- Location: Lake Superior, Keweenaw County, Houghton County, Michigan, USA
- Nearest city: Houghton, Michigan
- Coordinates: 47°23′06″N 88°22′19″W﻿ / ﻿47.385°N 88.372°W
- Area: 103 square miles (270 km^{2})
- Governing body: Michigan Department of Natural Resources

= Keweenaw Underwater Preserve =

Preservation area in the U.S. state of Michigan

The Keweenaw Underwater Preserve is a preservation area in the U.S. state of Michigan. Located in Lake Superior, it protects waters that lie offshore Keweenaw Peninsula.

==Keweenaw Point==
The Michigan Department of Environmental Quality, which oversees the Keweenaw Underwater Preserve, calls the point of Keweenaw Peninsula a "catcher's mitt" for storm-beset Lake freighters and other boats in the southern half of Lake Superior. Numerous wrecks, overseen as part of this preserve, can be seen here and are the object of recreational dives.

== Shipwrecks ==
Eagle River, Eagle Harbor, and Copper Harbor are all home to shipwrecks dating back to the 1800s. They are preserved in shallow water and been broken up by ice and storms.

One of the most recent large boats on the Great Lakes to be a total loss, the former United States Coast Guard cutter Mesquite, grounded off Keweenaw in 1989 and is now a diveable wreck in this preserve.

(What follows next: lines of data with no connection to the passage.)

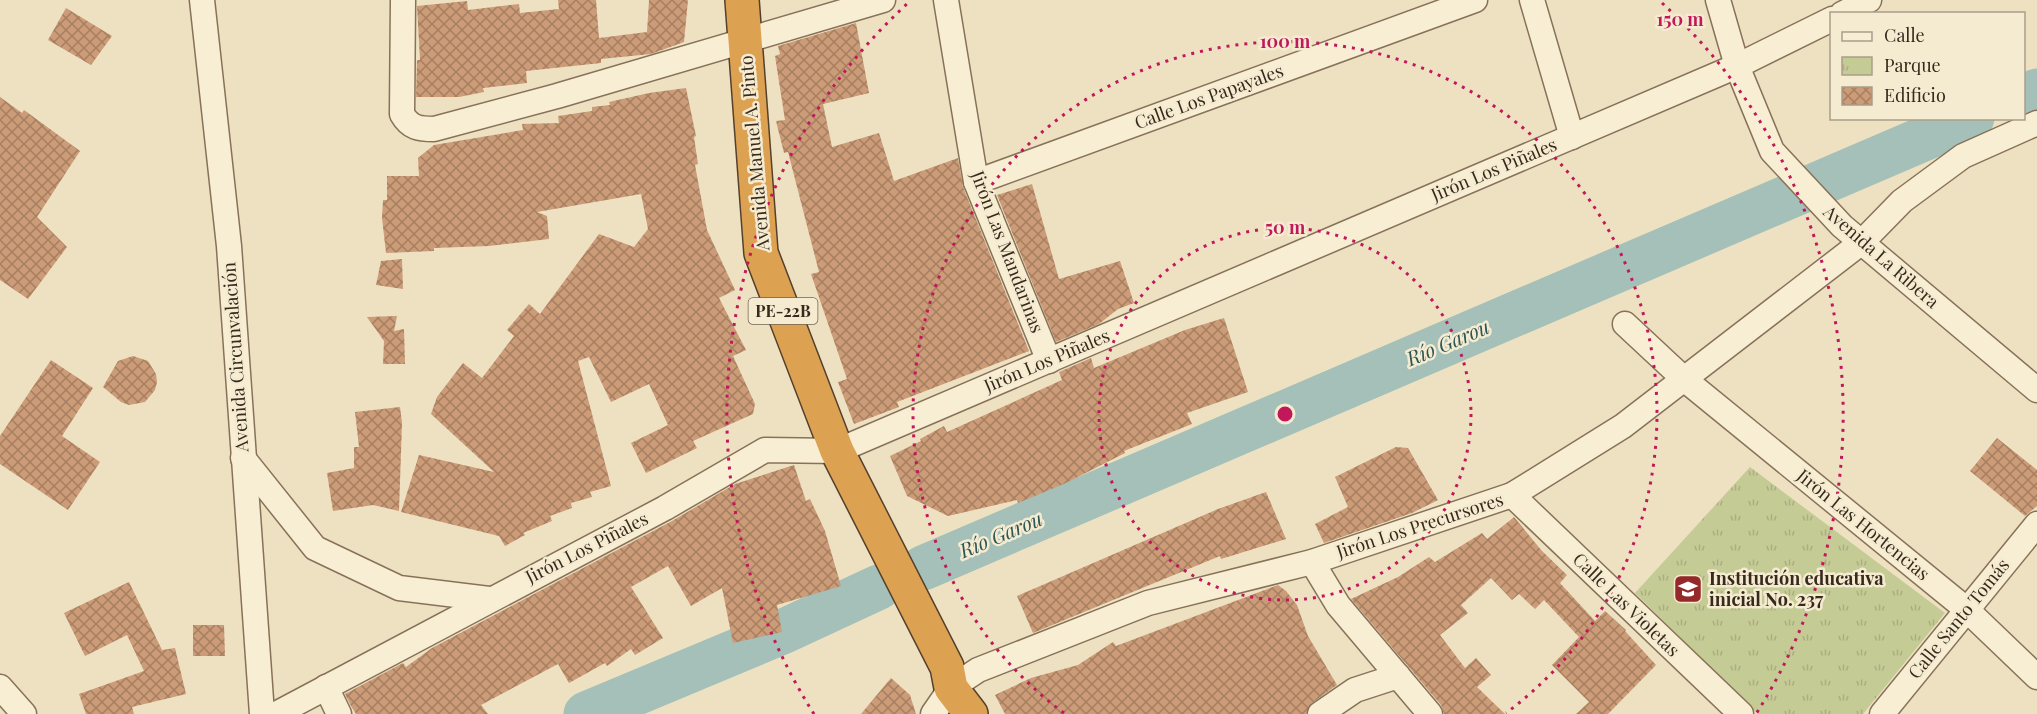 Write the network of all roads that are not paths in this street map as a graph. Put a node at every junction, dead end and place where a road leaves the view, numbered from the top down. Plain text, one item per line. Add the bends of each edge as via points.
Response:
1 (202, 0) edge
2 (403, 0) edge
3 (742, 0) edge
4 (883, 0) edge
5 (946, 0) edge
6 (1475, 0) edge
7 (1532, 0) edge
8 (1718, 0) edge
9 (1869, 0) edge
10 (1846, 12) edge
11 (1830, 20) edge
12 (745, 42) junction
13 (1737, 66) junction
14 (2037, 123) edge
15 (1572, 137) junction
16 (976, 182) junction
17 (1862, 242) junction
18 (1625, 324) dead end
19 (1049, 361) junction
20 (1684, 379) junction
21 (2037, 390) edge
22 (837, 451) junction
23 (243, 458) junction
24 (1512, 495) junction
25 (2037, 524) edge
26 (1312, 562) junction
27 (489, 598) junction
28 (1966, 609) junction
29 (1398, 676) junction
30 (2037, 677) edge
31 (0, 687) edge
32 (326, 687) junction
33 (942, 701) edge
34 (24, 714) edge
35 (262, 714) edge
36 (276, 714) edge
37 (339, 714) edge
38 (971, 714) edge
39 (1320, 714) edge
40 (1430, 714) edge
41 (1741, 714) edge
42 (1882, 714) edge

1 - 23 street, Avenida Circunvalación via 229,246
2 - 12 street via 402,114 407,123 419,129 434,129
3 - 12 highway, Avenida Manuel A. Pinto / PE-22B
4 - 12 street
5 - 16 street, Jirón Las Mandarinas
6 - 16 street, Calle Los Papayales
7 - 15 street
8 - 13 street, Avenida La Ribera
9 - 10 street
11 - 13 street, Jirón Los Piñales
12 - 22 highway, Avenida Manuel A. Pinto / PE-22B via 761,253
13 - 15 street, Jirón Los Piñales
13 - 17 street, Avenida La Ribera via 1772,151
14 - 17 street, Jirón Los Precursores via 1963,156 1902,201
15 - 19 street, Jirón Los Piñales
16 - 19 street, Jirón Las Mandarinas
17 - 20 street, Jirón Los Precursores
17 - 21 street, Avenida La Ribera
18 - 20 street, Jirón Las Hortencias
19 - 22 street, Jirón Los Piñales
20 - 24 street, Jirón Los Precursores via 1623,426
20 - 28 street, Jirón Las Hortencias
22 - 27 street, Jirón Los Piñales via 765,450 665,508
22 - 33 highway, Avenida Manuel A. Pinto / PE-22B via 947,667
23 - 27 street via 315,548 399,588
23 - 35 street, Avenida Circunvalación
24 - 26 street, Jirón Los Precursores
24 - 41 street, Calle Las Violetas
25 - 28 street, Calle Santo Tomás
26 - 29 street via 1338,605
26 - 33 street, Jirón Los Precursores via 1148,603 978,670
27 - 32 street, Jirón Los Piñales
28 - 30 street, Jirón Las Hortencias
28 - 42 street, Calle Santo Tomás
29 - 39 street via 1355,690
29 - 40 street
31 - 34 street
32 - 36 street, Jirón Los Piñales
32 - 37 street
33 - 38 highway, PE-22B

The largest wreck in the preserve is the freighter William C. Moreland which ran aground in 1910 and is a diveable, protected wreck resting in 40-feet of water.

Brendon Baillod is a maritime historian who has compiled information on and located many of the shipwrecks near Keweenaw.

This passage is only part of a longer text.